To understand the consequences of global uranium trade in Africa, the intricate interaction between political lobbying, government and human interests must be explored, said Gabrielle Hecht, professor of history at the University of Michigan, in a lecture hosted by the science and technology studies program Thursday.
The presentation — held in Smith-Buonanno 106 — was part of the program's lecture series "Nothing Can Go Wrong: Rethinking Nuclear Energy in the 21st Century" and introduced themes from Hecht's forthcoming book, "Being Nuclear: Africans and the Global Uranium Trade."
Hecht introduced the question of what "nuclear" means today. There is still a tendency to refer to nuclear energy from a perspective of "nuclear exceptionalism," she said, an expression that comes from World War II, when nuclear weapons were presented as the ultimate and decisive solution to ending the war. Hecht emphasized the importance of defining "nuclear" not only through its positive definition, but as a global concept — a source of energy as well as a potential source of trafficking and health concerns.
There is a popular belief that uranium in Africa is directly linked to bomb production in Iraq, Hecht said, adding that Africa is still considered "the dark mysterious continent." Her research and book sheds light on the history of the uranium market.

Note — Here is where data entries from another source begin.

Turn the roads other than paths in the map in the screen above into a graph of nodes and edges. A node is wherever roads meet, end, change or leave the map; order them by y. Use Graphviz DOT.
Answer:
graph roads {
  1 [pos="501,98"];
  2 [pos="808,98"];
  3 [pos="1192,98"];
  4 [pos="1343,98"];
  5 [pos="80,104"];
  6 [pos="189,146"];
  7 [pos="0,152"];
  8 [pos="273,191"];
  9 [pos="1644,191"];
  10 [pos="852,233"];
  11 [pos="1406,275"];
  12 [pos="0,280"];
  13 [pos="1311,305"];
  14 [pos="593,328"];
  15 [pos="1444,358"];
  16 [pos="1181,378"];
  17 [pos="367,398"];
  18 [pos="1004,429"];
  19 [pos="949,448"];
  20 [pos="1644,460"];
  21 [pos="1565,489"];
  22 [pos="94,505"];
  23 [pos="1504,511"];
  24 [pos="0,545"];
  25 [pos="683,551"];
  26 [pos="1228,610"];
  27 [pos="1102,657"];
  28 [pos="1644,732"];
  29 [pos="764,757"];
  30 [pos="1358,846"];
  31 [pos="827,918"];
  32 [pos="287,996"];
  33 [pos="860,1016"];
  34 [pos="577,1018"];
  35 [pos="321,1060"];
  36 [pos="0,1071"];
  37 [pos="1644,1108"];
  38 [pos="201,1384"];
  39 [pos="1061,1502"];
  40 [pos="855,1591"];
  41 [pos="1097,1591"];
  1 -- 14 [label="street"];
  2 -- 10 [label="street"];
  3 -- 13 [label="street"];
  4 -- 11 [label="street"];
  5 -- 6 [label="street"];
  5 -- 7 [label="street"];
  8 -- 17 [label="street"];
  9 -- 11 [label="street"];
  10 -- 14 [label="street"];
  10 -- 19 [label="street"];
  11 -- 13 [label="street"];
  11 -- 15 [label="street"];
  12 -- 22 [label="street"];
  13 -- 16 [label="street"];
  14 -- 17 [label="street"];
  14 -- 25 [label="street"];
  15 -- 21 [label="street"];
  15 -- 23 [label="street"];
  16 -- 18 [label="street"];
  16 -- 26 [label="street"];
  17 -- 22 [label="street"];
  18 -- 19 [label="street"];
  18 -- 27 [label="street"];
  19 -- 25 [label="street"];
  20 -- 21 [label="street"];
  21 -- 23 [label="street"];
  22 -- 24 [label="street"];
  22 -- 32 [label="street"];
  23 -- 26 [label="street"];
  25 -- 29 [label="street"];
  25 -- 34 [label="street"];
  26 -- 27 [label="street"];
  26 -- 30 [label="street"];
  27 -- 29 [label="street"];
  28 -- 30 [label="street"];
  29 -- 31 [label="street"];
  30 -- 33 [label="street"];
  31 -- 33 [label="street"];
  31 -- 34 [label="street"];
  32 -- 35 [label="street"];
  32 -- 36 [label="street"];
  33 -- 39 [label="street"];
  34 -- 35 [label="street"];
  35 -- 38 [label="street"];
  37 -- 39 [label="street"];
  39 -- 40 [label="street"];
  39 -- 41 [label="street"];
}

From her visits to mines in Gabon to her expertise on Niger and French activities in the region, Hecht said the consequences of uranium extraction in mines have to be examined from a variety of angles. She said the topic should be examined from historical, geographical and political perspectives and also addressed as "an epistemology question — how do we know what we know?"
Hecht said she talked directly with miners affected by long exposure to dust from Gabon uranium mines as part of her research. One miner exhibited respiratory symptoms and fatigue from his work in the mines, she said, adding that there is no official government record documenting this problem.
She has also focused part of her research on Rossing Uranium Mine in Namibia, which can be seen as "the most controversial mine in this world," she said. And the problem is far from being solved, she added.
"The most difficult part for the victims of uranium exposure is to prove that their symptoms are directly related to the work they were doing in those mines," Hecht said. Due to this difficulty, workers do not receive any compensation.
Hecht also discussed the political implications linked to uranium extraction.
"Since 2004, the uranium mine number exploded in Namibia," Hecht said. Problems that stem from uranium extraction are directly related to human behaviors, industrial interests and political lobbying. Since the creation of the International Atomic Energy Agency in 1957, the definition of uranium has changed several times, leading to changes in the regulation of its production.
"In 1972, uranium (was) officially excluded from the list of nuclear material from the (energy agency) after South Africa actively lobbied for its exclusion," Hecht said. This change led to growing extraction of uranium due to reduced regulations.